Please download the RAJA-v2022.03.0.tar.gz file below. The others, generated by GitHub, will not work due to RAJA's use of git submodules.
Notable changes include:
-
Important note: As of this release, the coordinated release of RAJA Portability Suite components (RAJA, Umpire, CHAI, and camp) will be tagged as YYYY.MM.pp for year, month, and patch number. For example, This release is tagged 2022.03.0. indicating that is was part of a coordinated RAJA Suite release in March 2022. The intent of the new labeling scheme is to indicate that all Suite components with a common year-month release tag are compatible and to make the association amongst them clear to users. If an individual component requires a patch release independent of the others, the release for that component will be labeled 2022.03.1, for example, to indicate that it is one patch release beyond the original combined Suite release.
-
New features / API changes:
- BREAKING CHANGE: RAJA OffsetLayout constructor was changed to take (begin, end) args (where end is one past the last index) instead of (first, last) args (where last index was included). This is consistent with expected behavior and other RAJA Layout/View concepts.
- New experimental features that support SIMD/SIMT programming by guaranteeing vectorization without the need to rely on compiler auto-vectorization. Basic documentation for this is included in the RAJA User Guide and should provide enough description for interested users to try it out.
- "Flatten" policies were added for RAJA Teams. This reshapes multi-dimensional GPU thread blocks to 1D.
- RAJA Teams now allows a single execution policy to be provided. Previously, it required two; e.g., a CPU policy and a GPU policy.
- ROCTX suport has been added to enable kernel naming with RAJA Teams.
- Details of CUDA and HIP errors are now added to the reported exception string. Previously, this information was going to stderr.
- All CUDA execution policies have been expanded to allow users to specify a minimum number of blocks per SM, if they wish to do that. An analogous capability for HIP execution policies is being hashed out.
- Changes were made to RAJA scans to address a consistency issue and allow passing a const pointer as an input span.
- RAJA View pointer type is fixed to properly allow CHAI ManagedArray type to be passed through to View instead of the raw pointer type. This fixes an issue where some required CHAI memory transfers were not occurring.

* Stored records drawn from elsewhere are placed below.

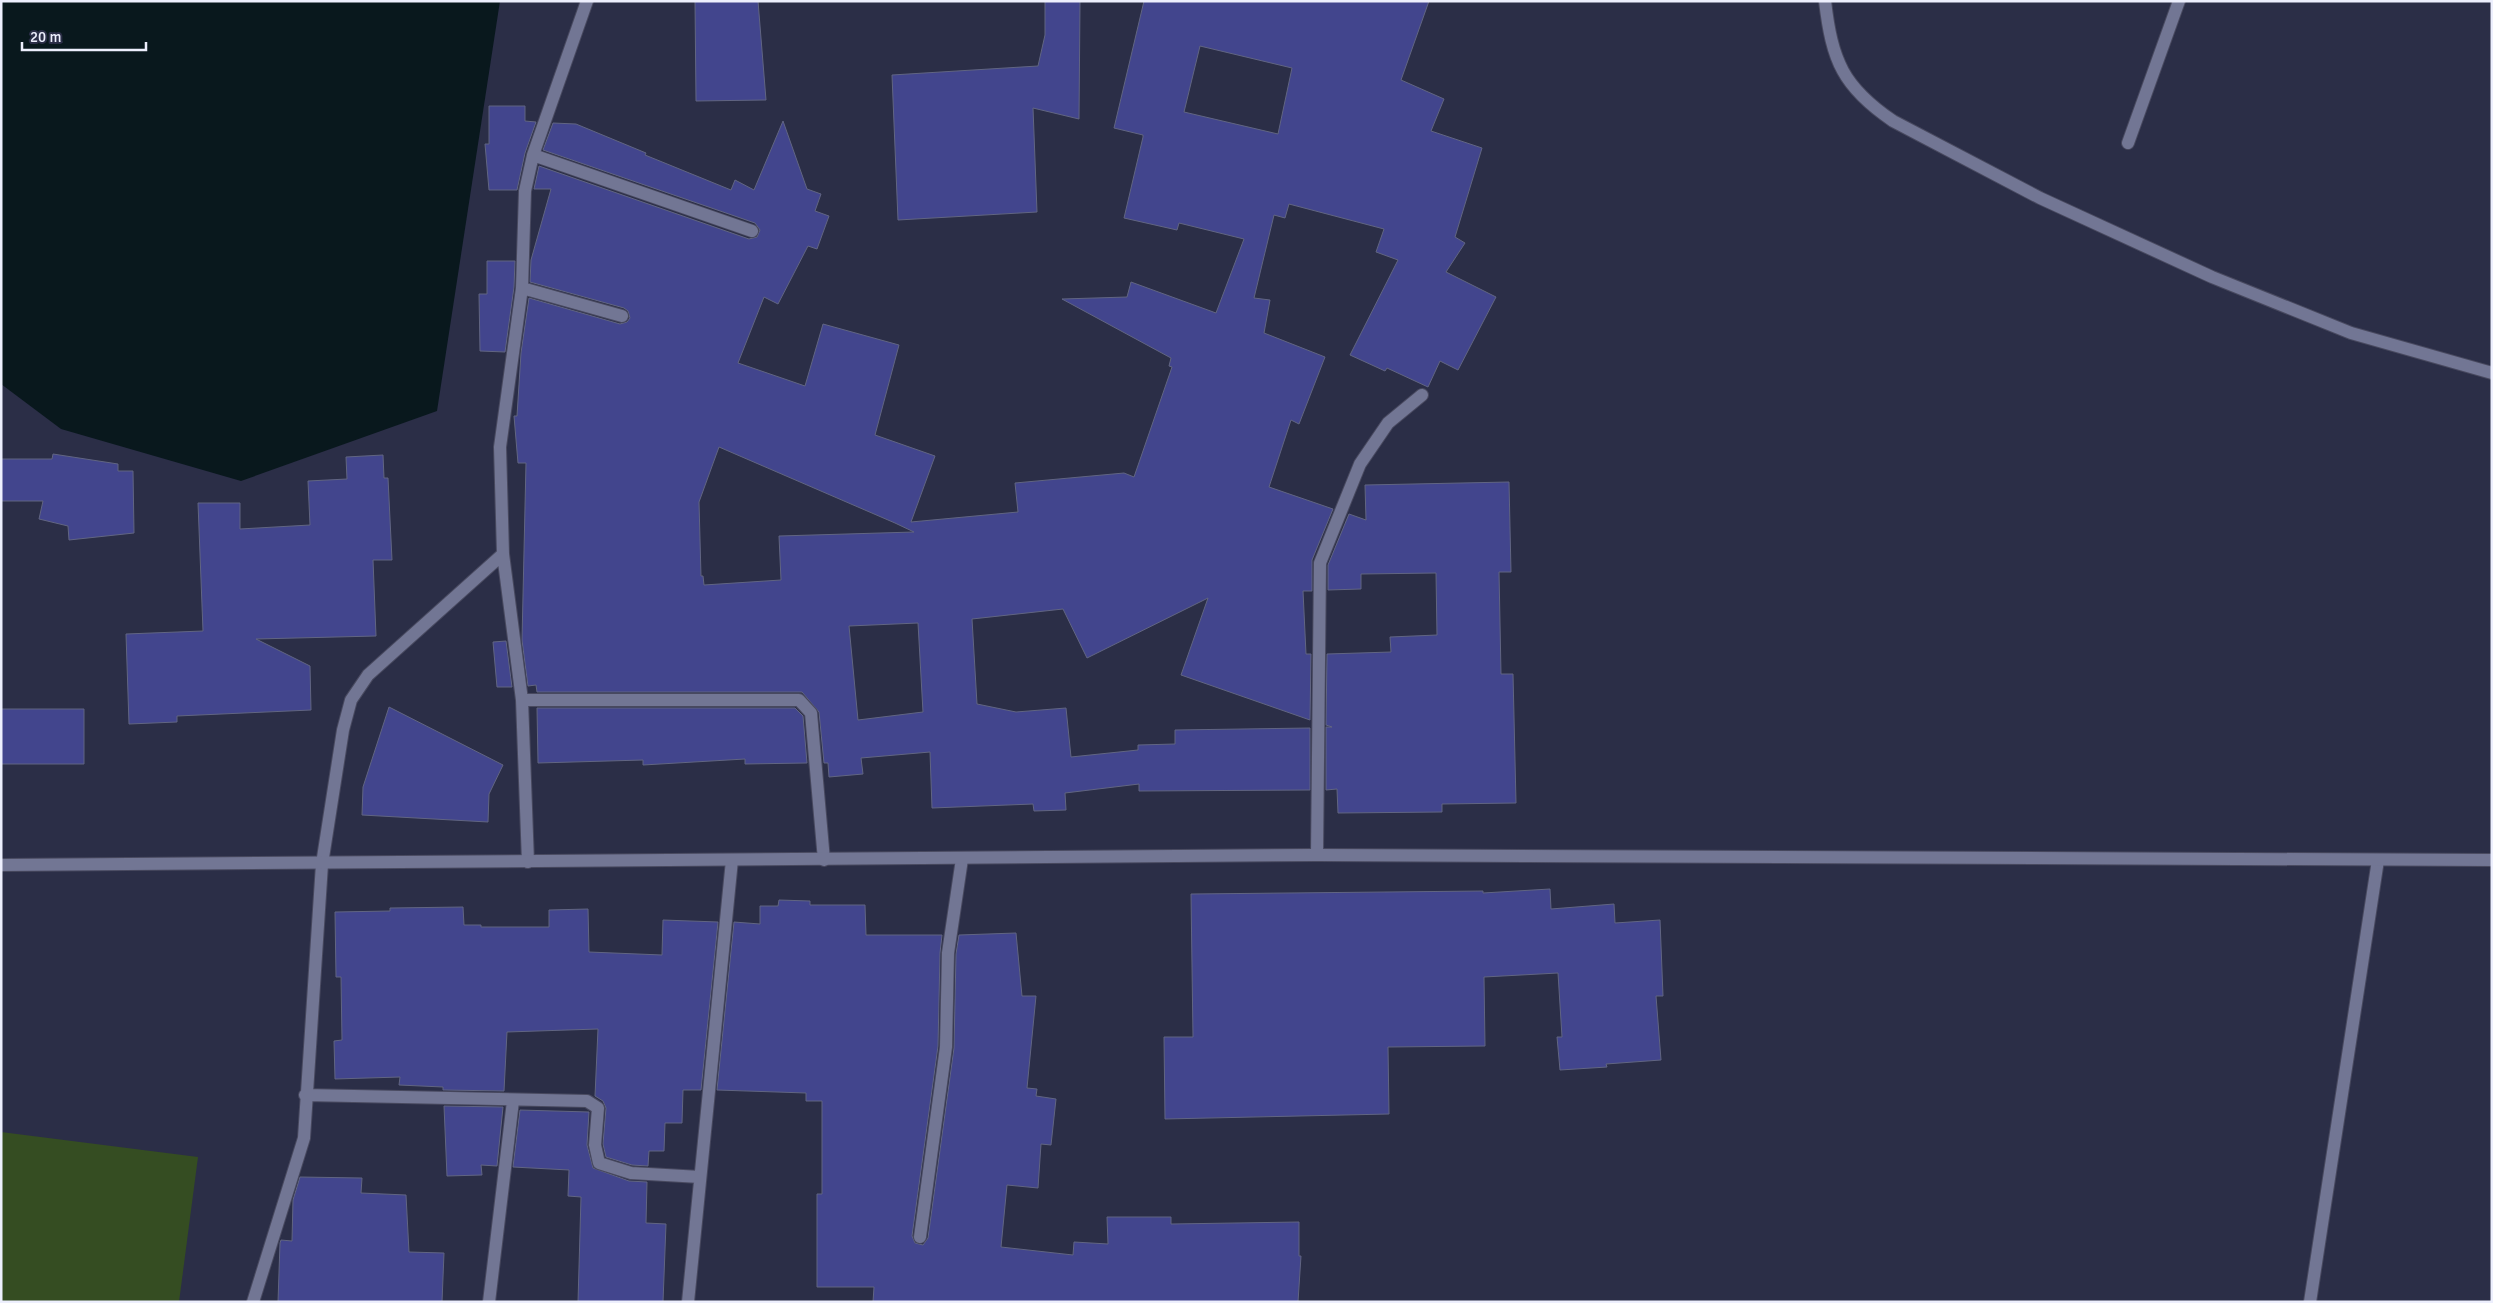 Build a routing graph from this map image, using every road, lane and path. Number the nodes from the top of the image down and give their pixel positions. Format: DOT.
graph roads {
  1 [pos="587,1"];
  2 [pos="1825,1"];
  3 [pos="2179,1"];
  4 [pos="2128,142"];
  5 [pos="533,155"];
  6 [pos="752,231"];
  7 [pos="522,288"];
  8 [pos="622,316"];
  9 [pos="2492,373"];
  10 [pos="1422,395"];
  11 [pos="503,554"];
  12 [pos="522,700"];
  13 [pos="1317,855"];
  14 [pos="732,860"];
  15 [pos="824,860"];
  16 [pos="962,860"];
  17 [pos="2378,860"];
  18 [pos="2492,860"];
  19 [pos="528,862"];
  20 [pos="322,864"];
  21 [pos="1,865"];
  22 [pos="305,1095"];
  23 [pos="513,1101"];
  24 [pos="700,1177"];
  25 [pos="920,1237"];
  26 [pos="253,1302"];
  27 [pos="489,1302"];
  28 [pos="688,1302"];
  29 [pos="2310,1302"];
  1 -- 5 [label="street"];
  2 -- 9 [label="street"];
  3 -- 4 [label="street"];
  5 -- 6 [label="street"];
  5 -- 7 [label="street"];
  7 -- 8 [label="street"];
  7 -- 11 [label="street"];
  10 -- 13 [label="street"];
  11 -- 12 [label="street"];
  11 -- 20 [label="street"];
  12 -- 15 [label="street"];
  12 -- 19 [label="street"];
  13 -- 16 [label="street"];
  13 -- 17 [label="street"];
  14 -- 15 [label="street"];
  14 -- 19 [label="street"];
  14 -- 24 [label="street"];
  15 -- 16 [label="street"];
  16 -- 25 [label="street"];
  17 -- 18 [label="street"];
  17 -- 29 [label="street"];
  19 -- 20 [label="street"];
  20 -- 21 [label="street"];
  20 -- 22 [label="street"];
  22 -- 23 [label="street"];
  22 -- 26 [label="street"];
  23 -- 24 [label="street"];
  23 -- 27 [label="street"];
  24 -- 28 [label="street"];
} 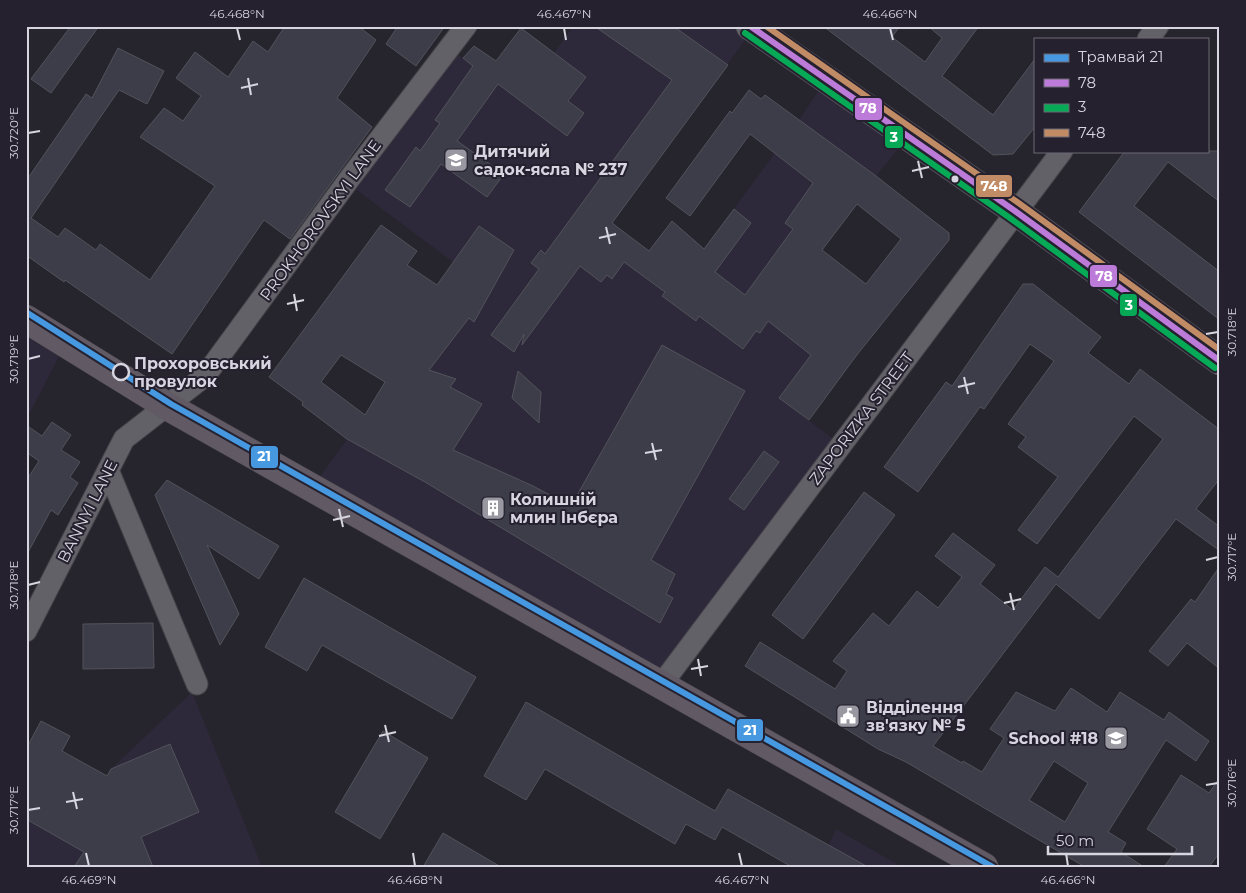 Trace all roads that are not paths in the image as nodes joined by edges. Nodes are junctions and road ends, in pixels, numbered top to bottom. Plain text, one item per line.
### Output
1 (466, 26) edge
2 (750, 26) edge
3 (1158, 26) edge
4 (1149, 38) edge
5 (1061, 152) edge
6 (1016, 211) junction
7 (26, 319) edge
8 (1220, 361) edge
9 (167, 406) junction
10 (108, 470) junction
11 (26, 631) edge
12 (197, 684) dead end
13 (661, 685) junction
14 (984, 867) edge

1 - 9 street, PROKHOROVSKYI LANE
2 - 6 main road
3 - 4 street
5 - 6 street, ZAPORIZKA STREET
6 - 8 main road
6 - 13 street, ZAPORIZKA STREET
7 - 9 main road
9 - 10 street, BANNYI LANE
9 - 13 main road
10 - 11 street, BANNYI LANE
10 - 12 street
13 - 14 main road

- A "combining adapter" concept has been added that allows multi-dimensional loops to be run using one-dimensional interfaces. Please see the RAJA User Guide for more description.
- Additional feature support and improvements have been made to the RAJA SYCL back-end (please see the RAJA User Guide for more information):
- "nontrivially copyable" SYCL interface has been removed (i.e., 'RAJA::sycl_exec_nontrivial<...>' and
'RAJA::SyclKernelNonTrivial<...>') as these constructs are no longer needed when using recent updates to the Intel OneAPI compiler. Execution is now dispatched based on the C++ 'is_trivially_copyable' type trait. - Support for RAJA::kernel loop tiling policies is now available for SYCL execution.
- The naming scheme for SYCL 'group' and 'local' policies has been changed from 1-based to 0-based for block dimensions.
- The use of the SYCL atomic OneAPI extension namespace has been cleaned up.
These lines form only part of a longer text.